DATA TO USE:
━━━━━━
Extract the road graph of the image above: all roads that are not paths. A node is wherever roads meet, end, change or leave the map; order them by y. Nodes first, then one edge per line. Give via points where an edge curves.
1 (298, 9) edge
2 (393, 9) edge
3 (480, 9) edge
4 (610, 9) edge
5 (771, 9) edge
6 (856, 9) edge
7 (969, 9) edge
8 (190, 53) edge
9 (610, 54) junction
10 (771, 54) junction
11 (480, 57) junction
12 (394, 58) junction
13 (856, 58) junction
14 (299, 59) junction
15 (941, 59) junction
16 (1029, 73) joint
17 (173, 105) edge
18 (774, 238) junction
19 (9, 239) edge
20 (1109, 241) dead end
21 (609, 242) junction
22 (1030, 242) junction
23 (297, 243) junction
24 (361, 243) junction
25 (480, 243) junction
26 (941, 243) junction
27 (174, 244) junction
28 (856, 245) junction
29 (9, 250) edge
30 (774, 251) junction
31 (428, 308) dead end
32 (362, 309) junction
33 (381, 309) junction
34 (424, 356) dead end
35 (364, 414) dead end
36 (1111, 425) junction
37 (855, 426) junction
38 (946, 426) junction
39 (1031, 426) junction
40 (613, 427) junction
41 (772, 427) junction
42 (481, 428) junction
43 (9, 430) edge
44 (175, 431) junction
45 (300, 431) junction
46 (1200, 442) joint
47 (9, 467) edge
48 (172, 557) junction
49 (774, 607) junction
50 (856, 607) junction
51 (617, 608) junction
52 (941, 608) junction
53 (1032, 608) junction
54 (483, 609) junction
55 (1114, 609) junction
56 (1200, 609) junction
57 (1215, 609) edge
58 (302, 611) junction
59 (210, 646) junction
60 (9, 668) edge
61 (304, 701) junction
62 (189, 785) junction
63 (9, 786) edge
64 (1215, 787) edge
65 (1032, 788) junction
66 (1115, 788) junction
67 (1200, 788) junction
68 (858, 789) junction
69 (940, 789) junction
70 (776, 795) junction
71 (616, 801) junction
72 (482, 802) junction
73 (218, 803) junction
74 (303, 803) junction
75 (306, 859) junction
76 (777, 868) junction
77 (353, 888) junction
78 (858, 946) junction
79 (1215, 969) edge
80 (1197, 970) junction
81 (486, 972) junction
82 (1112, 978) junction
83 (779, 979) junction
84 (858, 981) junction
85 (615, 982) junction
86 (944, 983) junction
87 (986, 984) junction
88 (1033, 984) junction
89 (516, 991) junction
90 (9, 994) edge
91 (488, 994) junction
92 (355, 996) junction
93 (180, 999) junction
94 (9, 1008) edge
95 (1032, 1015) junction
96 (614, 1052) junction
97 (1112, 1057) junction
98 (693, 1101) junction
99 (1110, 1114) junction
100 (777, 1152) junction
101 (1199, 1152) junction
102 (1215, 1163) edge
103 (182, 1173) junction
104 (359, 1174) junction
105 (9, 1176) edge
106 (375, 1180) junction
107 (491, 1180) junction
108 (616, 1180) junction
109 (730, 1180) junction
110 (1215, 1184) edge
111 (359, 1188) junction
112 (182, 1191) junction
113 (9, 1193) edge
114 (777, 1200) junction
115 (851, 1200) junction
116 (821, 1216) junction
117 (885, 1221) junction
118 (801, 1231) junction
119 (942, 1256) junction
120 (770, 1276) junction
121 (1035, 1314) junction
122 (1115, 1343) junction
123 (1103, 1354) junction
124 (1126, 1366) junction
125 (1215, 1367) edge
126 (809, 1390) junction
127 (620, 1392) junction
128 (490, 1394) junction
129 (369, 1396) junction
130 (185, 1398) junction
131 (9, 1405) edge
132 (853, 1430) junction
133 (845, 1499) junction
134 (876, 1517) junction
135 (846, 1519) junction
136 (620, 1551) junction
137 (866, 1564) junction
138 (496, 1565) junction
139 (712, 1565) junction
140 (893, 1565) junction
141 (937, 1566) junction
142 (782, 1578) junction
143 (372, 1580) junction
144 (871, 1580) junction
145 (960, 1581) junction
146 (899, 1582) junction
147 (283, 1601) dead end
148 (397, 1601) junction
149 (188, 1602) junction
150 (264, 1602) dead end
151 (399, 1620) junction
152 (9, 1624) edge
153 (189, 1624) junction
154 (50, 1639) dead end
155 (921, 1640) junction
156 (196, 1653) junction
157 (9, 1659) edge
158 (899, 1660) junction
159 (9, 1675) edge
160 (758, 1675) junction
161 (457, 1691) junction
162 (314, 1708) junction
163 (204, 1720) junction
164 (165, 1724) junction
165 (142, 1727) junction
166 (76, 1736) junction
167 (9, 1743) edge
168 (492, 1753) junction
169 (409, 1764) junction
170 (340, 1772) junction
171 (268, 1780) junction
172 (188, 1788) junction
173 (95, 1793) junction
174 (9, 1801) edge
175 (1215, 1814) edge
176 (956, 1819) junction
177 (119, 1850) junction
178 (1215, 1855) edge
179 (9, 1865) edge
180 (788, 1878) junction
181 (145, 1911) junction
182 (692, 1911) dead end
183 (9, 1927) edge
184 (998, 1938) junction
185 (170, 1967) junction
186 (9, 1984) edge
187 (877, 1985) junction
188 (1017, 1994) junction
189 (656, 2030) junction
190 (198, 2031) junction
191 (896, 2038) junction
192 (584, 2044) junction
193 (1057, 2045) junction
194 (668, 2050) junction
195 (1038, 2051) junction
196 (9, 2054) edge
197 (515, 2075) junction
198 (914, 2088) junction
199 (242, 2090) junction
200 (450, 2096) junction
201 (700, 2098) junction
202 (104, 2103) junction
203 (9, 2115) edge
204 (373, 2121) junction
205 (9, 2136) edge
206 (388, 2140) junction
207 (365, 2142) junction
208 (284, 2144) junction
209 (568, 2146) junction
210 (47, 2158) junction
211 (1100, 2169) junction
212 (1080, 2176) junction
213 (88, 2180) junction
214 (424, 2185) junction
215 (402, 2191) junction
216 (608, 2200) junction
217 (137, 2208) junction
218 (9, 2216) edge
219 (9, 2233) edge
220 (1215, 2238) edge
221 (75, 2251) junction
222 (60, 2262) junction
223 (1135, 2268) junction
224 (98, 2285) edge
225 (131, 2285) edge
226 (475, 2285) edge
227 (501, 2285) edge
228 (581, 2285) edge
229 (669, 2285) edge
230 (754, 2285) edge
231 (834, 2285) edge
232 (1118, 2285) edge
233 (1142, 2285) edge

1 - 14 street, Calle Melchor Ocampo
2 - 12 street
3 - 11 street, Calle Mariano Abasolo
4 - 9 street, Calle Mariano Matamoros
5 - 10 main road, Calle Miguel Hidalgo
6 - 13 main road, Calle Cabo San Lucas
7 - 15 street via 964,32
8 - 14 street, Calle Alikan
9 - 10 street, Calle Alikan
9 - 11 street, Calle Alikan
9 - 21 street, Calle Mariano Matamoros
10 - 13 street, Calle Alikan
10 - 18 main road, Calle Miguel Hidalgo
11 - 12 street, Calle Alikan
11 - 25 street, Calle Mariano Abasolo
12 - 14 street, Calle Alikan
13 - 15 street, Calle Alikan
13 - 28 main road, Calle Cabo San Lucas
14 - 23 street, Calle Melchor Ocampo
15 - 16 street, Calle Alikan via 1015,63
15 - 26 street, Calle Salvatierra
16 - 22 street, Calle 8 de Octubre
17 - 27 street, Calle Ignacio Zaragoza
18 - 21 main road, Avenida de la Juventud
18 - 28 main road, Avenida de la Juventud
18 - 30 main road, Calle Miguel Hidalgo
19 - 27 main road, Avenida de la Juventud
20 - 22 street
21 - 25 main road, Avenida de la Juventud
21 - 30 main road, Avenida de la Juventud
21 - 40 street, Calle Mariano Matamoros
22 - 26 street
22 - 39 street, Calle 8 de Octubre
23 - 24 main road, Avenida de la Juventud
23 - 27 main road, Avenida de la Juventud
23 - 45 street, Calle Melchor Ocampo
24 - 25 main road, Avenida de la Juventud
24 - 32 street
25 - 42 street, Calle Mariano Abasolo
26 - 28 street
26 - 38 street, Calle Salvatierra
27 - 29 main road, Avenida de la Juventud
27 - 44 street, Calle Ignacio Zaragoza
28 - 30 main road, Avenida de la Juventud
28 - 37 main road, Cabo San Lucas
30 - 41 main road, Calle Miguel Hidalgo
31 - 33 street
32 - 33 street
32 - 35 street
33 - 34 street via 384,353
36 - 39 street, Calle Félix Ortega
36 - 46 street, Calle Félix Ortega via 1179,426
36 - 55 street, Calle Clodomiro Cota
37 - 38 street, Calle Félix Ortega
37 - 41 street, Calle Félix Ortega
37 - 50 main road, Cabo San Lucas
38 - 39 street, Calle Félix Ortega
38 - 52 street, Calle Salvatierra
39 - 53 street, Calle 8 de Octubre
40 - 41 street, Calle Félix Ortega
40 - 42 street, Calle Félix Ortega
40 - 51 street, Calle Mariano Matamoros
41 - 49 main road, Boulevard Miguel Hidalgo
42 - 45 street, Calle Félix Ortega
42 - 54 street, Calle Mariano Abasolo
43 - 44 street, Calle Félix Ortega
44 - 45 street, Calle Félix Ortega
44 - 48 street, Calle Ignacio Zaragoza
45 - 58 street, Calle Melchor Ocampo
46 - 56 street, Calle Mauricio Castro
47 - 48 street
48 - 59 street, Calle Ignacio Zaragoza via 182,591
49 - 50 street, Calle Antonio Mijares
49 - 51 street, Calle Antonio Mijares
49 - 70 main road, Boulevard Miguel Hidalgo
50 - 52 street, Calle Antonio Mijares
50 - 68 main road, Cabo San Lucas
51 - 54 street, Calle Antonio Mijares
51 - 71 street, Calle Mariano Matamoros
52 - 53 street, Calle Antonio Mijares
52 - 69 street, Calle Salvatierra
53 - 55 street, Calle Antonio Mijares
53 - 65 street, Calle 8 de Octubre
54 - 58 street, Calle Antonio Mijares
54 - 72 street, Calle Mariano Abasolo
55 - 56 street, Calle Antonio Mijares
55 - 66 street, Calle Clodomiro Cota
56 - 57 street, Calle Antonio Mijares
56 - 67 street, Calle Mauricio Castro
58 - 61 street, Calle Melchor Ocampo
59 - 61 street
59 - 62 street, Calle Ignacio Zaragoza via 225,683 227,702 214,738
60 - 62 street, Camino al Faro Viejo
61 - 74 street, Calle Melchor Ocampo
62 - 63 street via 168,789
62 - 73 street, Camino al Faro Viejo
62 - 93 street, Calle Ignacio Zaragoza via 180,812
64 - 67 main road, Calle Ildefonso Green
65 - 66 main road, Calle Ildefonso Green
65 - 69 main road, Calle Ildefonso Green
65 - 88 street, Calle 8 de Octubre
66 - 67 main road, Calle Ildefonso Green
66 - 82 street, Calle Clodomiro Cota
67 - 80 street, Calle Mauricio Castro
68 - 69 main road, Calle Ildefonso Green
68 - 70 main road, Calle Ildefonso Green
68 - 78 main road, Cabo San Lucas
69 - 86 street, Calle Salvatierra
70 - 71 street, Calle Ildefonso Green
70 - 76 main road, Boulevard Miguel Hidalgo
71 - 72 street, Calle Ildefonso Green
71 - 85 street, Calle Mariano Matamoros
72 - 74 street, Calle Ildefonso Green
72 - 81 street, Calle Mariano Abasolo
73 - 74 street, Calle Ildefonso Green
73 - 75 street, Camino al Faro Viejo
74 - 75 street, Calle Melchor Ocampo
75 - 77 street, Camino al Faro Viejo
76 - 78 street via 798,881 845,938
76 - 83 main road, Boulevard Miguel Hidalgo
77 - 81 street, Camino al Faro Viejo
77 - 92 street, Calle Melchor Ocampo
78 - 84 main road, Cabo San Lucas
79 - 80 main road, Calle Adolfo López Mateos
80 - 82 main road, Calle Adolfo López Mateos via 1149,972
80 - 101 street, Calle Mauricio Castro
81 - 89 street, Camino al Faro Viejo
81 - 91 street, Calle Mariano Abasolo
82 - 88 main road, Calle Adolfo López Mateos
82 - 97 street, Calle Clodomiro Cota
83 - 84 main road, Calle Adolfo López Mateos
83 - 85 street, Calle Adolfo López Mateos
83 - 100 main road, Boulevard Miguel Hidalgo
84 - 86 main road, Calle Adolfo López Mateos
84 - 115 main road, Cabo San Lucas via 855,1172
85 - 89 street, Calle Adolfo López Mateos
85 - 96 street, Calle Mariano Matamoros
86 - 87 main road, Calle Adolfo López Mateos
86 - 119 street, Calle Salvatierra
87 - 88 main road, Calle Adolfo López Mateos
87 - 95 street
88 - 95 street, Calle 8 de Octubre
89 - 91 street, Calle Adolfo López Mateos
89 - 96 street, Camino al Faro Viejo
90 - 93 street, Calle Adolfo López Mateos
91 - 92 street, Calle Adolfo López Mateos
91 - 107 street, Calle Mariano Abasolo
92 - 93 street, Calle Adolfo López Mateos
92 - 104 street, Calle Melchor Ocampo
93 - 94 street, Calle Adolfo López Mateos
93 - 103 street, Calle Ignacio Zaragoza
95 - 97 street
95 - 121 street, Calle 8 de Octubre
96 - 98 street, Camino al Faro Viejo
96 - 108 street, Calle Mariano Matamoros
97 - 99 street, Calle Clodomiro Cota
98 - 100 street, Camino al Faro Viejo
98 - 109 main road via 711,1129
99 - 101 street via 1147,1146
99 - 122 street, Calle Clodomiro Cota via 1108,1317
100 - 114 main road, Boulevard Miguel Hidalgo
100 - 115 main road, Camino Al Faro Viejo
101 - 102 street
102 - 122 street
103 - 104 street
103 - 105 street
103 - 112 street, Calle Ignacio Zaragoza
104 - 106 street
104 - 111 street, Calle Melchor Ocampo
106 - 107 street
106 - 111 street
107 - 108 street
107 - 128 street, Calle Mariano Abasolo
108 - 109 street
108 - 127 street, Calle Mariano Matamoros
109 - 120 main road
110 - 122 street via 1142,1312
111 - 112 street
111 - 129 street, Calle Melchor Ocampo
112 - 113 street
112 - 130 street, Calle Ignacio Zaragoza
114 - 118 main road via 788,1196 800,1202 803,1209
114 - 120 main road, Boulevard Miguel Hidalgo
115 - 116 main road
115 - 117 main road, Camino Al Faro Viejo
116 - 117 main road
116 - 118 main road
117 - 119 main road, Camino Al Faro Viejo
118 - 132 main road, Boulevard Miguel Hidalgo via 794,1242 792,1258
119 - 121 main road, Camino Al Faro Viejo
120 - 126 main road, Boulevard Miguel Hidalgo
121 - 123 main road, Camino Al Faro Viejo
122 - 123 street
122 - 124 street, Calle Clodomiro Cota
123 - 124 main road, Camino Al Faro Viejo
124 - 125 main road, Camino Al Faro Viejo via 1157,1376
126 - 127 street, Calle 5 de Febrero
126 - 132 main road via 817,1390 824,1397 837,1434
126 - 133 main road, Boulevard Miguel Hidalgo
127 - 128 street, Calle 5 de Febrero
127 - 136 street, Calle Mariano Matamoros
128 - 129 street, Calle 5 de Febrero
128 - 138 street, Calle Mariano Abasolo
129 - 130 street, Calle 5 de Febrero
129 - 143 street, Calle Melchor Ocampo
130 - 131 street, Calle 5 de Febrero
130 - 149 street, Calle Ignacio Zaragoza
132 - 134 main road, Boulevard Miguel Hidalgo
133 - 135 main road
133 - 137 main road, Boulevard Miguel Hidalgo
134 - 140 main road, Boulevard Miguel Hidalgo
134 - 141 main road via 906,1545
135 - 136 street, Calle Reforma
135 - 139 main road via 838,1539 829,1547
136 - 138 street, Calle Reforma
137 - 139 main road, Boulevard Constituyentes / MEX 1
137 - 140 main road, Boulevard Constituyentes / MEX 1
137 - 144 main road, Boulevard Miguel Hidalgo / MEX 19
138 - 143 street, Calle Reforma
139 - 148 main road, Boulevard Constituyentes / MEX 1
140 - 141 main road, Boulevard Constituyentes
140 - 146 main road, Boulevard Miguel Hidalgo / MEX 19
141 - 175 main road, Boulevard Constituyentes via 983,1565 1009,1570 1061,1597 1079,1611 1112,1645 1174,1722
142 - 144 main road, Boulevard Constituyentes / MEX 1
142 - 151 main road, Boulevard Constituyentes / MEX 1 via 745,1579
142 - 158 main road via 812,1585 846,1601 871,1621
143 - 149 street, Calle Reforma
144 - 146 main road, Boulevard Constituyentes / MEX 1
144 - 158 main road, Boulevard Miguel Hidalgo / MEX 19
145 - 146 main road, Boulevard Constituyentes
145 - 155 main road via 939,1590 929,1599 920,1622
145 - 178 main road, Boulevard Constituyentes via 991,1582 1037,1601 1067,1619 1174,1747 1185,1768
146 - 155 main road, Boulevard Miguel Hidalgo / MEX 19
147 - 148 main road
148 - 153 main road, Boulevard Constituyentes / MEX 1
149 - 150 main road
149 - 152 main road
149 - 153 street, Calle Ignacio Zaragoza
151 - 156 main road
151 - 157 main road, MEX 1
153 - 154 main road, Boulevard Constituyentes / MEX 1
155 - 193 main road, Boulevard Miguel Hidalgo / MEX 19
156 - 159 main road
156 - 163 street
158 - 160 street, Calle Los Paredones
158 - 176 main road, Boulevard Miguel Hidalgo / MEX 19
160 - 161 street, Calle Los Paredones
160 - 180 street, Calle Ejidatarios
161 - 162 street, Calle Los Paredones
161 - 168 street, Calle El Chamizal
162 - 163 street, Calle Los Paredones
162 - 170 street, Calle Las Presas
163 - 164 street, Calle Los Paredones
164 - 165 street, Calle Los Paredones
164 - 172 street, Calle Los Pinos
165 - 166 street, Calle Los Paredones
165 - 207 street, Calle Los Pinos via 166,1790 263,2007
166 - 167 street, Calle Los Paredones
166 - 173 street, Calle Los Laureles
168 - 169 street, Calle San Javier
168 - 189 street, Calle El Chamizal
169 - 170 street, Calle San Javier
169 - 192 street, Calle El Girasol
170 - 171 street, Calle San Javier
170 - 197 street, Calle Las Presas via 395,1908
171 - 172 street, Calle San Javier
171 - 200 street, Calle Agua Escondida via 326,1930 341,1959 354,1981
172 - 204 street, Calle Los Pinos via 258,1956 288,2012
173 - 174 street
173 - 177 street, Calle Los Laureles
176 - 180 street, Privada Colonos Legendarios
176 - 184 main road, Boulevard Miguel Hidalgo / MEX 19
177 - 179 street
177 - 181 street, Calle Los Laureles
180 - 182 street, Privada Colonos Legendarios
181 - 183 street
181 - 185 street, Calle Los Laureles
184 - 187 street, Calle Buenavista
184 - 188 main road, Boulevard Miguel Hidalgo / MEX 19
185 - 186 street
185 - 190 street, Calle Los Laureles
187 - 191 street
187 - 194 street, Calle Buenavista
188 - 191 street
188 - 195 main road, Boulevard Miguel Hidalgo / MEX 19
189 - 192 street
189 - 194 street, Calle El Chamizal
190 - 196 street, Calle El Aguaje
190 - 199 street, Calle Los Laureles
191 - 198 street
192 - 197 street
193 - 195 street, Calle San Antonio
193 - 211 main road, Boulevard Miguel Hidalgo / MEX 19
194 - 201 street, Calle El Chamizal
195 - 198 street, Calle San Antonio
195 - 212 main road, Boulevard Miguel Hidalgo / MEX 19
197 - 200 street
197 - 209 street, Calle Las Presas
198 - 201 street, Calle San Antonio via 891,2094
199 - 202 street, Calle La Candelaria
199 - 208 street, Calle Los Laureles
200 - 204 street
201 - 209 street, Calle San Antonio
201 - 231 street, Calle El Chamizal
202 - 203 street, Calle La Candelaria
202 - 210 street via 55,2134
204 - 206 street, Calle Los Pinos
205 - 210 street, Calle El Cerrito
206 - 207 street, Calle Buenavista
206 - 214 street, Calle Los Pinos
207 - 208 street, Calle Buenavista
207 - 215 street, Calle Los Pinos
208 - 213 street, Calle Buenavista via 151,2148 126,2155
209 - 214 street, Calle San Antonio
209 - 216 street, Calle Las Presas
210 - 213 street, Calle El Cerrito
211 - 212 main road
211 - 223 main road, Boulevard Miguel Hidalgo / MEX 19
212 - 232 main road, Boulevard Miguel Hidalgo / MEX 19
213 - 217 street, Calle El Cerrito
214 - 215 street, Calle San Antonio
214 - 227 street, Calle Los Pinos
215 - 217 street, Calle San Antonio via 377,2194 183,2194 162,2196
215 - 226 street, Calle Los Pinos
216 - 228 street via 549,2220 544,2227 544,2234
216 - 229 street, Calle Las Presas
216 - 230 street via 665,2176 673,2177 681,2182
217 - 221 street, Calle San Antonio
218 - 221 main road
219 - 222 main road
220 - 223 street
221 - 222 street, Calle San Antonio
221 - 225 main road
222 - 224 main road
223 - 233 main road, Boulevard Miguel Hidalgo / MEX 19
━━━━━━
WORK ITEM:
Show a copy of each line from the data that includes the word "Laureles".

TASK RESULT:
166 - 173 street, Calle Los Laureles
173 - 177 street, Calle Los Laureles
177 - 181 street, Calle Los Laureles
181 - 185 street, Calle Los Laureles
185 - 190 street, Calle Los Laureles
190 - 199 street, Calle Los Laureles
199 - 208 street, Calle Los Laureles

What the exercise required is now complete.